Im Klartext: Wir brauchen jetzt einen Aufbau beziehungsweise eine Entschuldung West?
Richtig, wir brauchen eine Entschuldung West, und diese auch nicht mit einer Perspektive über 50 oder 60 Jahre. Sondern diese Entschuldung muss in 30 Jahren vollzogen sein, alles andere macht keinen Sinn, die Kommunen müssen schnell wieder handlungsfähig werden.
Und das geht nur als nationale Aufgabe, ähnlich dem Aufbau Ost?
Ich halte das für eine nationale Aufgabe. Immerhin haben wir eine Kommission für gleichwertige Lebensverhältnisse, und die soll dafür sorgen, dass die Menschen in allen Landstrichen der Republik die gleichen Voraussetzungen für ein unbeschwertes Leben vorfinden. Darum halte ich den Abbau der Altschulden in den Kommunen für eine nationale Aufgabe.
Das klingt reichlich ambitioniert.
Das ist es auch, aber ich habe die Hoffnung, dass es in diese Richtung gehen wird. Klar ist: Das ist kein Weg der kleinen Schritte. Also nach dem Motto, dann geben wir mal zwei Milliarden und dann sollen die sehen, wie sie klarkommen. Wir brauchen schon einen Neustart, eine grundsätzliche Lösung und zwar über einen Zeitraum von 30 Jahren.

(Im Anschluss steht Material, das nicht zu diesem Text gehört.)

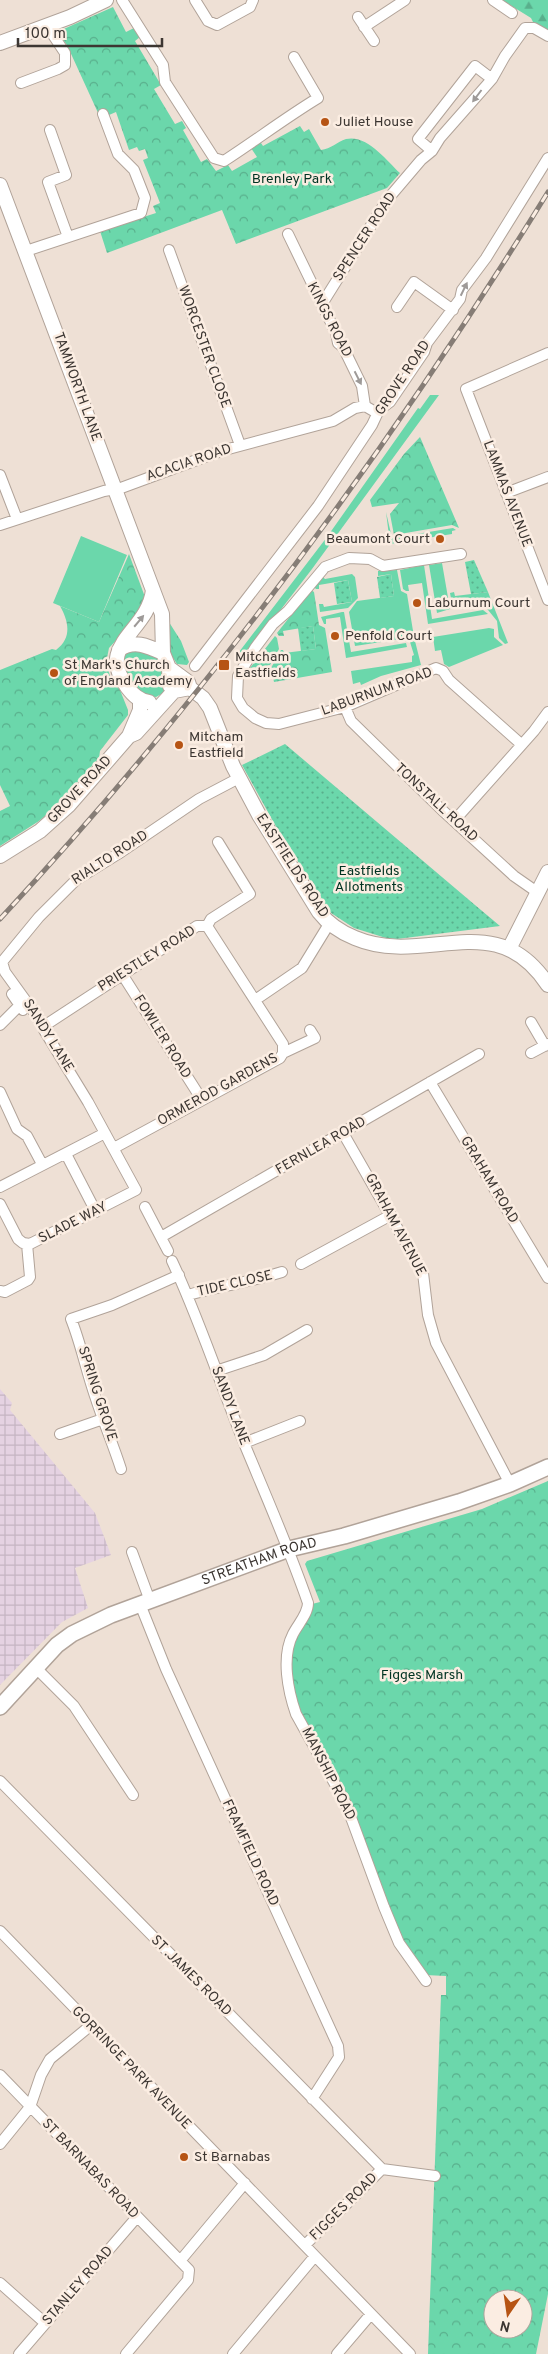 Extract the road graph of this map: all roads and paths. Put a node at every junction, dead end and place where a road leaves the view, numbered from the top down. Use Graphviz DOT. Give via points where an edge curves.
graph roads {
  1 [pos="105,0"];
  2 [pos="122,0"];
  3 [pos="195,0"];
  4 [pos="253,0"];
  5 [pos="405,0"];
  6 [pos="493,0"];
  7 [pos="512,13"];
  8 [pos="358,17"];
  9 [pos="47,26"];
  10 [pos="364,27"];
  11 [pos="548,36"];
  12 [pos="374,41"];
  13 [pos="0,43"];
  14 [pos="294,57"];
  15 [pos="492,79"];
  16 [pos="21,83"];
  17 [pos="103,114"];
  18 [pos="50,130"];
  19 [pos="432,151"];
  20 [pos="548,158"];
  21 [pos="1,190"];
  22 [pos="288,234"];
  23 [pos="68,237"];
  24 [pos="169,250"];
  25 [pos="26,251"];
  26 [pos="322,304"];
  27 [pos="397,307"];
  28 [pos="453,310"];
  29 [pos="548,353"];
  30 [pos="365,406"];
  31 [pos="377,413"];
  32 [pos="240,445"];
  33 [pos="0,475"];
  34 [pos="548,477"];
  35 [pos="114,488"];
  36 [pos="506,493"];
  37 [pos="17,519"];
  38 [pos="0,525"];
  39 [pos="461,554"];
  40 [pos="153,590"];
  41 [pos="548,600"];
  42 [pos="119,650"];
  43 [pos="163,653"];
  44 [pos="195,666"];
  45 [pos="169,668"];
  46 [pos="174,691"];
  47 [pos="195,692"];
  48 [pos="140,701"];
  49 [pos="164,701"];
  50 [pos="346,707"];
  51 [pos="548,712"];
  52 [pos="129,736"];
  53 [pos="521,744"];
  54 [pos="239,778"];
  55 [pos="454,821"];
  56 [pos="218,842"];
  57 [pos="0,856"];
  58 [pos="548,872"];
  59 [pos="537,892"];
  60 [pos="329,924"];
  61 [pos="207,926"];
  62 [pos="509,949"];
  63 [pos="2,962"];
  64 [pos="122,974"];
  65 [pos="548,985"];
  66 [pos="14,991"];
  67 [pos="255,1000"];
  68 [pos="20,1005"];
  69 [pos="26,1015"];
  70 [pos="531,1022"];
  71 [pos="0,1025"];
  72 [pos="44,1026"];
  73 [pos="310,1030"];
  74 [pos="546,1045"];
  75 [pos="283,1052"];
  76 [pos="531,1053"];
  77 [pos="479,1054"];
  78 [pos="430,1082"];
  79 [pos="0,1092"];
  80 [pos="202,1100"];
  81 [pos="344,1133"];
  82 [pos="105,1134"];
  83 [pos="114,1148"];
  84 [pos="66,1154"];
  85 [pos="42,1164"];
  86 [pos="0,1187"];
  87 [pos="136,1190"];
  88 [pos="0,1204"];
  89 [pos="145,1207"];
  90 [pos="96,1212"];
  91 [pos="391,1215"];
  92 [pos="161,1237"];
  93 [pos="27,1244"];
  94 [pos="168,1251"];
  95 [pos="172,1262"];
  96 [pos="301,1264"];
  97 [pos="282,1272"];
  98 [pos="179,1275"];
  99 [pos="548,1278"];
  100 [pos="0,1291"];
  101 [pos="188,1295"];
  102 [pos="307,1330"];
  103 [pos="216,1371"];
  104 [pos="103,1419"];
  105 [pos="300,1422"];
  106 [pos="60,1434"];
  107 [pos="244,1443"];
  108 [pos="548,1466"];
  109 [pos="120,1469"];
  110 [pos="510,1484"];
  111 [pos="132,1552"];
  112 [pos="291,1555"];
  113 [pos="145,1603"];
  114 [pos="35,1667"];
  115 [pos="0,1707"];
  116 [pos="0,1781"];
  117 [pos="133,1795"];
  118 [pos="0,1931"];
  119 [pos="426,1981"];
  120 [pos="90,2026"];
  121 [pos="0,2075"];
  122 [pos="312,2099"];
  123 [pos="30,2107"];
  124 [pos="0,2144"];
  125 [pos="382,2169"];
  126 [pos="435,2176"];
  127 [pos="244,2184"];
  128 [pos="137,2217"];
  129 [pos="305,2245"];
  130 [pos="315,2256"];
  131 [pos="180,2262"];
  132 [pos="0,2283"];
  133 [pos="371,2314"];
  134 [pos="45,2323"];
  135 [pos="19,2354"];
  136 [pos="126,2354"];
  137 [pos="233,2354"];
  138 [pos="337,2354"];
  139 [pos="410,2354"];
  1 -- 9 [label="street"];
  2 -- 14 [label="street" via="163,65 165,82 214,158 224,161 318,98"];
  3 -- 4 [label="street" via="208,21 217,25 250,7"];
  5 -- 10 [label="street"];
  6 -- 7 [label="street"];
  8 -- 10 [label="street"];
  9 -- 13 [label="street"];
  9 -- 16 [label="street" via="64,50 66,62 58,70"];
  10 -- 12 [label="street"];
  11 -- 15 [label="street, SPENCER ROAD" via="534,28 525,28"];
  15 -- 19 [label="street, SPENCER ROAD, one-way"];
  15 -- 19 [label="street" via="475,66 418,139"];
  17 -- 23 [label="street" via="118,154 134,170 145,202 140,213"];
  18 -- 23 [label="street" via="66,175 48,182"];
  19 -- 26 [label="street, SPENCER ROAD" via="387,200"];
  28 -- 20 [label="street, GROVE ROAD, one-way" via="462,290 486,258"];
  21 -- 25 [label="street, TAMWORTH LANE"];
  22 -- 26 [label="street, KINGS ROAD"];
  23 -- 25 [label="street"];
  24 -- 32 [label="street, WORCESTER CLOSE"];
  25 -- 35 [label="street, TAMWORTH LANE"];
  26 -- 30 [label="street, KINGS ROAD, one-way" via="338,343 362,386"];
  27 -- 28 [label="street" via="414,282"];
  28 -- 31 [label="street, GROVE ROAD" via="427,343 390,402"];
  29 -- 36 [label="street, LAMMAS AVENUE" via="466,389"];
  30 -- 31 [label="street"];
  30 -- 32 [label="street, ACACIA ROAD" via="324,424"];
  31 -- 44 [label="street, GROVE ROAD" via="318,506"];
  32 -- 35 [label="street, ACACIA ROAD"];
  33 -- 37 [label="street"];
  34 -- 36 [label="street"];
  35 -- 37 [label="street, ACACIA ROAD"];
  35 -- 40 [label="street, TAMWORTH LANE"];
  36 -- 41 [label="street, LAMMAS AVENUE"];
  37 -- 38 [label="street, ACACIA ROAD"];
  39 -- 50 [label="street, LABURNUM ROAD" via="383,566 370,559 349,558 324,567 268,631 237,680 239,702 248,714 266,723 278,724"];
  42 -- 40 [label="street, one-way" via="149,608"];
  40 -- 43 [label="street, TAMWORTH LANE" via="162,614"];
  42 -- 43 [label="street" via="136,644"];
  42 -- 48 [label="street" via="116,668"];
  43 -- 45 [label="street"];
  45 -- 46 [label="street" via="170,686"];
  45 -- 47 [label="street" via="188,682"];
  46 -- 47 [label="street"];
  46 -- 49 [label="street"];
  47 -- 54 [label="street, EASTFIELDS ROAD" via="210,708"];
  48 -- 49 [label="street"];
  48 -- 52 [label="street, GROVE ROAD" via="140,710"];
  49 -- 52 [label="street, GROVE ROAD" via="136,733"];
  50 -- 53 [label="street, LABURNUM ROAD" via="436,668"];
  50 -- 55 [label="street, TONSTALL ROAD" via="351,722"];
  51 -- 53 [label="street"];
  52 -- 57 [label="street, GROVE ROAD" via="55,819"];
  53 -- 55 [label="street"];
  54 -- 60 [label="street, EASTFIELDS ROAD" via="272,838"];
  54 -- 63 [label="street, RIALTO ROAD" via="199,799 76,880 39,917"];
  55 -- 59 [label="street, TONSTALL ROAD"];
  56 -- 61 [label="street, PRIESTLEY ROAD" via="250,894 211,919"];
  58 -- 59 [label="street"];
  59 -- 62 [label="street"];
  60 -- 62 [label="street, EASTFIELDS ROAD" via="360,940 387,947 408,948 472,940"];
  60 -- 67 [label="street" via="302,968"];
  61 -- 64 [label="street, PRIESTLEY ROAD" via="197,926"];
  61 -- 67 [label="street"];
  62 -- 65 [label="street, EASTFIELDS ROAD" via="529,963"];
  63 -- 66 [label="street, SANDY LANE"];
  64 -- 72 [label="street, PRIESTLEY ROAD"];
  64 -- 80 [label="street, FOWLER ROAD"];
  66 -- 68 [label="street"];
  66 -- 72 [label="street, SANDY LANE"];
  67 -- 75 [label="street" via="283,1044"];
  68 -- 69 [label="street"];
  68 -- 71 [label="street"];
  70 -- 74 [label="street"];
  72 -- 82 [label="street, SANDY LANE"];
  73 -- 75 [label="street, ORMEROD GARDENS" via="315,1038"];
  74 -- 76 [label="street"];
  75 -- 80 [label="street, ORMEROD GARDENS" via="280,1058"];
  77 -- 78 [label="street, FERNLEA ROAD"];
  78 -- 81 [label="street, FERNLEA ROAD"];
  78 -- 99 [label="street, GRAHAM ROAD"];
  79 -- 85 [label="street" via="17,1129 27,1136"];
  80 -- 83 [label="street, ORMEROD GARDENS"];
  81 -- 91 [label="street, GRAHAM AVENUE"];
  81 -- 92 [label="street, FERNLEA ROAD"];
  82 -- 83 [label="street, SANDY LANE"];
  82 -- 84 [label="street"];
  83 -- 87 [label="street, SANDY LANE"];
  84 -- 85 [label="street"];
  84 -- 90 [label="street"];
  85 -- 86 [label="street"];
  87 -- 90 [label="street, SLADE WAY"];
  88 -- 93 [label="street, SLADE WAY" via="18,1239"];
  89 -- 92 [label="street"];
  90 -- 93 [label="street, SLADE WAY" via="34,1244"];
  91 -- 96 [label="street"];
  91 -- 110 [label="street, GRAHAM AVENUE" via="423,1273 428,1315 436,1343"];
  92 -- 94 [label="street"];
  93 -- 100 [label="street" via="30,1277 5,1292"];
  95 -- 98 [label="street, SANDY LANE"];
  97 -- 101 [label="street, TIDE CLOSE"];
  98 -- 101 [label="street, SANDY LANE"];
  98 -- 104 [label="street, SPRING GROVE" via="112,1305 71,1319"];
  101 -- 103 [label="street, SANDY LANE"];
  102 -- 103 [label="street" via="264,1355"];
  103 -- 107 [label="street, SANDY LANE"];
  104 -- 106 [label="street"];
  104 -- 109 [label="street, SPRING GROVE"];
  105 -- 107 [label="street"];
  107 -- 112 [label="street, SANDY LANE"];
  108 -- 110 [label="main road, STREATHAM ROAD"];
  110 -- 112 [label="main road, STREATHAM ROAD"];
  111 -- 113 [label="street, FRAMFIELD ROAD"];
  112 -- 113 [label="main road, STREATHAM ROAD"];
  112 -- 119 [label="street, MANSHIP ROAD" via="308,1607 289,1645 287,1659 291,1699 296,1714 346,1804 399,1943"];
  113 -- 114 [label="main road, STREATHAM ROAD" via="72,1634"];
  113 -- 122 [label="street, FRAMFIELD ROAD" via="170,1678 338,2046 339,2057"];
  114 -- 115 [label="main road, STREATHAM ROAD"];
  114 -- 117 [label="street" via="74,1706"];
  116 -- 122 [label="street, ST .JAMES ROAD"];
  118 -- 120 [label="street, GORRINGE PARK AVENUE"];
  120 -- 123 [label="street" via="50,2059"];
  120 -- 127 [label="street, GORRINGE PARK AVENUE"];
  121 -- 123 [label="street, ST BARNABAS ROAD"];
  122 -- 125 [label="street, ST .JAMES ROAD"];
  123 -- 124 [label="street"];
  123 -- 128 [label="street, ST BARNABAS ROAD"];
  125 -- 126 [label="street"];
  125 -- 129 [label="street, FIGGES ROAD"];
  127 -- 129 [label="street, GORRINGE PARK AVENUE"];
  127 -- 131 [label="street"];
  128 -- 131 [label="street, ST BARNABAS ROAD"];
  128 -- 134 [label="street, STANLEY ROAD"];
  129 -- 130 [label="street, GORRINGE PARK AVENUE"];
  130 -- 133 [label="street, GORRINGE PARK AVENUE"];
  130 -- 137 [label="street"];
  131 -- 136 [label="street" via="189,2270 188,2280"];
  132 -- 134 [label="street"];
  133 -- 138 [label="street"];
  133 -- 139 [label="street, GORRINGE PARK AVENUE"];
  134 -- 135 [label="street, STANLEY ROAD"];
}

Wir reden hier von einem angehäuften Schuldenberg von über 50 Milliarden Euro Kassenkredite. Das wird nicht einfach, diesen abzubauen, doch das ist zu schaffen. Aber es wird auch teuer. Wenn man 50 Milliarden Schulden in 30 Jahren abbaut, dann wird das teuer, doch eine andere vernünftige Lösung sehe ich nicht.